_EXERCISE REQUIREMENTS:_ From the records below, please return each line that holds the word "mouth".

*** Opening of GIVEN ENTRIES ***

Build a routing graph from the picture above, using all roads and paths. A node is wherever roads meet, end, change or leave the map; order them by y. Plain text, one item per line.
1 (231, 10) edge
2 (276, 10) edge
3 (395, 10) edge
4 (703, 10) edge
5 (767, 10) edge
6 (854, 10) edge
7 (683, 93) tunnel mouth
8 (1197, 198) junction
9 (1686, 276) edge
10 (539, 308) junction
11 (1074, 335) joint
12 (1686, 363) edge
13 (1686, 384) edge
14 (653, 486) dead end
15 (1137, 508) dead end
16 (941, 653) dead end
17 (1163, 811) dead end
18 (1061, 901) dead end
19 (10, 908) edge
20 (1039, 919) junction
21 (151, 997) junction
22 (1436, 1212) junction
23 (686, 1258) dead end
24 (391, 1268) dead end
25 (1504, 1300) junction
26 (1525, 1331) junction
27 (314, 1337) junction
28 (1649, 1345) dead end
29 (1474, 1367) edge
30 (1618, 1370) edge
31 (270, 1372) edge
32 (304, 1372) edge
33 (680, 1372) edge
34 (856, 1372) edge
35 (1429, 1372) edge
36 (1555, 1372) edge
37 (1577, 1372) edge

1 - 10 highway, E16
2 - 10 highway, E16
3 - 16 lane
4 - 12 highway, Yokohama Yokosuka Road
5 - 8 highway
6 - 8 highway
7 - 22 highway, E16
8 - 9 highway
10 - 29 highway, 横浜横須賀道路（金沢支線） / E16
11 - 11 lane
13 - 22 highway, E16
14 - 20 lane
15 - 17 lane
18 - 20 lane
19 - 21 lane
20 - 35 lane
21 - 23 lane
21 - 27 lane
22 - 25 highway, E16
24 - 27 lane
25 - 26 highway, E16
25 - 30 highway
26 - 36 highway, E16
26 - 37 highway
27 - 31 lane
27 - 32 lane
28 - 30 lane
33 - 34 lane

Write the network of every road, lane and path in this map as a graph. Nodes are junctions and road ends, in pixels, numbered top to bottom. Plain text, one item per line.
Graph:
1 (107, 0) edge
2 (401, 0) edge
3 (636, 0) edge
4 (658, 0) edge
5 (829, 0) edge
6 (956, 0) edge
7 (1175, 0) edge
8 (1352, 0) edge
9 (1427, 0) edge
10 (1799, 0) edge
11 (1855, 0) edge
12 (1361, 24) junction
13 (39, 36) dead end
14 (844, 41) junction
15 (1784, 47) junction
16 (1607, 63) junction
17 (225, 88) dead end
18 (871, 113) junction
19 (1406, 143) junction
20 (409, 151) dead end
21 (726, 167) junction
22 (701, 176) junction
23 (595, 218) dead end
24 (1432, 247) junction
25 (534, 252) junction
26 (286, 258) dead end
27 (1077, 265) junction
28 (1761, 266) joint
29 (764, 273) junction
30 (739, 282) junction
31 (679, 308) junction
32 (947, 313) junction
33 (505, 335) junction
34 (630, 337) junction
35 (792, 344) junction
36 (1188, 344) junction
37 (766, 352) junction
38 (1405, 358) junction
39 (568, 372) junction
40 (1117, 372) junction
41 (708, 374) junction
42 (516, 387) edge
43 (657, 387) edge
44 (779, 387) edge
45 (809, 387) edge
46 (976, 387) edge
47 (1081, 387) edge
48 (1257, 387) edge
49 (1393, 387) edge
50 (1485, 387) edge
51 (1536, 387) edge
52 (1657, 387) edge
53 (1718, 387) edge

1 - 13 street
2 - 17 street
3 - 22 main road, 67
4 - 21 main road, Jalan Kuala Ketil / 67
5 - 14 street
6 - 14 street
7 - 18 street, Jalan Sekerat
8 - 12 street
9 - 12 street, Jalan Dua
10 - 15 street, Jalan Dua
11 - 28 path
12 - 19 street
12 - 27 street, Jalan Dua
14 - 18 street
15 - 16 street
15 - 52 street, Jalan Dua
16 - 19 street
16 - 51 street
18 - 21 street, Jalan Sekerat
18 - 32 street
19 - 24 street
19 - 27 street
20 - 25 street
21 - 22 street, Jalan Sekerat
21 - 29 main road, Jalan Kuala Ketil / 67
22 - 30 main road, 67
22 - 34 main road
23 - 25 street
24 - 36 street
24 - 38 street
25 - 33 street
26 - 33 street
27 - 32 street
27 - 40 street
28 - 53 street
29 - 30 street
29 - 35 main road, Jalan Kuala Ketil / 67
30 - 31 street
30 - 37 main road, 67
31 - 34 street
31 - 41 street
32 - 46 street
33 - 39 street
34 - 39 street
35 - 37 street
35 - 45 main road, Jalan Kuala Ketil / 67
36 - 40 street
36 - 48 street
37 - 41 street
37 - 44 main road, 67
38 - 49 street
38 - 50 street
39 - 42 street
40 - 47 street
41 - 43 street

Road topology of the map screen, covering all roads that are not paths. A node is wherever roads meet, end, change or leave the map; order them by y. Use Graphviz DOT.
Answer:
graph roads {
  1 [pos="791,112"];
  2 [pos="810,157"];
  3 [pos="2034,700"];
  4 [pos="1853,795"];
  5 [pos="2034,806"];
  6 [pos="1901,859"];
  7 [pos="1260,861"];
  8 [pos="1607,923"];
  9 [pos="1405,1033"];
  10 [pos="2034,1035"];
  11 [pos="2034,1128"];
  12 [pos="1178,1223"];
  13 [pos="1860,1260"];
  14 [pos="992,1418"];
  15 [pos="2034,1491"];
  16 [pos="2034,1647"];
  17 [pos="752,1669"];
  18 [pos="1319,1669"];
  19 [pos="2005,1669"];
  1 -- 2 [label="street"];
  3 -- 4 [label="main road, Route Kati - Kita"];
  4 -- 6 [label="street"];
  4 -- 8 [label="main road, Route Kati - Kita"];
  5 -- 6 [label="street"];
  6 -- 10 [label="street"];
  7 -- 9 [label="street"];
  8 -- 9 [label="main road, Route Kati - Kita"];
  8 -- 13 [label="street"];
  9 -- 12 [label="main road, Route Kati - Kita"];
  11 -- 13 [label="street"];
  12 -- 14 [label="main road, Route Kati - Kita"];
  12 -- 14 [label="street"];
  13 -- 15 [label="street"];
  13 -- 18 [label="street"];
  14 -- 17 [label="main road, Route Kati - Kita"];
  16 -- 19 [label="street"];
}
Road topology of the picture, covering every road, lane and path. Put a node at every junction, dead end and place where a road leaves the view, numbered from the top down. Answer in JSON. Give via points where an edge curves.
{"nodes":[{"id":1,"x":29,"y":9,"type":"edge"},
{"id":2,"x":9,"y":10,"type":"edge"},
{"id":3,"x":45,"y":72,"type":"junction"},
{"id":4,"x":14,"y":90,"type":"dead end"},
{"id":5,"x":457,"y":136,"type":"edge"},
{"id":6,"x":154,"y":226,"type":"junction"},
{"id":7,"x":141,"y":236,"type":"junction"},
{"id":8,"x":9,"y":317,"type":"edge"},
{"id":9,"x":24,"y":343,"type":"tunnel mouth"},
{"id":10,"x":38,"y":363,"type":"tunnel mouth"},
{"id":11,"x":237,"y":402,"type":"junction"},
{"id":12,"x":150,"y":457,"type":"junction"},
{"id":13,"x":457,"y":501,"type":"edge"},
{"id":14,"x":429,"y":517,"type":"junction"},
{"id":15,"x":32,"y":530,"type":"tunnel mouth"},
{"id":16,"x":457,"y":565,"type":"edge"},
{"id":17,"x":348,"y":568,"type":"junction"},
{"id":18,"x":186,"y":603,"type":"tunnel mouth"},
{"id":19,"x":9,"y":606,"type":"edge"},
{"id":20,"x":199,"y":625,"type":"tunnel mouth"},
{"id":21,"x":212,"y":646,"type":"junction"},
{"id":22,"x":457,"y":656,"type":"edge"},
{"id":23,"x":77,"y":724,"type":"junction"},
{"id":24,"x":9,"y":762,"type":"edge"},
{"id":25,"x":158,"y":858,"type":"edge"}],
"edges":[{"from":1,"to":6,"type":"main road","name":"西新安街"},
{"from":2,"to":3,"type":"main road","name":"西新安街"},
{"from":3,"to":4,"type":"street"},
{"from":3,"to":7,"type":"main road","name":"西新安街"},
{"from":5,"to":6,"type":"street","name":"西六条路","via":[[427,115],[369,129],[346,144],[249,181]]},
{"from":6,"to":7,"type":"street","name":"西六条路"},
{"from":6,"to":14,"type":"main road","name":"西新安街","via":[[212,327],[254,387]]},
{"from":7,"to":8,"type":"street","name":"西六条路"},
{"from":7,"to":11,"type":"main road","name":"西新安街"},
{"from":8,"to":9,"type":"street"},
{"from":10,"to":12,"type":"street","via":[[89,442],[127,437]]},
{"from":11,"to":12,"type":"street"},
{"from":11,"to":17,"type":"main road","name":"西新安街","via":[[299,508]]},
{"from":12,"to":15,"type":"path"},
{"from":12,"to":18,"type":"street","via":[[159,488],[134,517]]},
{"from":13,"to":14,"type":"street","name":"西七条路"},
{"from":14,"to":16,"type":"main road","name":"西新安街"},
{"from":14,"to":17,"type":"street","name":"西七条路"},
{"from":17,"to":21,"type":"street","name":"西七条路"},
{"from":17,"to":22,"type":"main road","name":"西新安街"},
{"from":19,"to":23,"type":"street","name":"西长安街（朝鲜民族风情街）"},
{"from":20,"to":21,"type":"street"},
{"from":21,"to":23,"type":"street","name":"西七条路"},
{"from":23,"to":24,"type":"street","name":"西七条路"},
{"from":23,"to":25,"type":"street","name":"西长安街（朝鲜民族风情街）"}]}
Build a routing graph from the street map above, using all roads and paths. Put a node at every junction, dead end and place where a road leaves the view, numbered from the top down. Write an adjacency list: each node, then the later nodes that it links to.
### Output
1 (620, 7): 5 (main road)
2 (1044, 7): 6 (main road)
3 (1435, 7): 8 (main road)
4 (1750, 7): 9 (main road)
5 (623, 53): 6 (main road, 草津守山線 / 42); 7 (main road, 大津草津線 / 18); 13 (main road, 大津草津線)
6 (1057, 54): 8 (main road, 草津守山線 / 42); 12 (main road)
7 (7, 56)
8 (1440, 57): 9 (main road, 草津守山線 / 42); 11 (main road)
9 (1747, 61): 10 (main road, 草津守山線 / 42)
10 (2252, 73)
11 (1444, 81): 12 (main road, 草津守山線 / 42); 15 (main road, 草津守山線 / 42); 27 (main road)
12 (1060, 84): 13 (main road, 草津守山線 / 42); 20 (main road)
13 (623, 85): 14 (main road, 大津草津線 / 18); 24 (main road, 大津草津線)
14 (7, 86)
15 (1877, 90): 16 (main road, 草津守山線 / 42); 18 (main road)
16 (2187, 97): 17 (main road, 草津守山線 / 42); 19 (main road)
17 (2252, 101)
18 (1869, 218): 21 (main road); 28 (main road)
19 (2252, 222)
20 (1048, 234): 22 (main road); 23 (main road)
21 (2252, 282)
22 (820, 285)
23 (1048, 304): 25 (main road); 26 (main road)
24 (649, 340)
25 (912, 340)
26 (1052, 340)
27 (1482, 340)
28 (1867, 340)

*** Close of GIVEN ENTRIES ***

_WRITTEN ANSWER:_
7 (683, 93) tunnel mouth
{"id":9,"x":24,"y":343,"type":"tunnel mouth"},
{"id":10,"x":38,"y":363,"type":"tunnel mouth"},
{"id":15,"x":32,"y":530,"type":"tunnel mouth"},
{"id":18,"x":186,"y":603,"type":"tunnel mouth"},
{"id":20,"x":199,"y":625,"type":"tunnel mouth"},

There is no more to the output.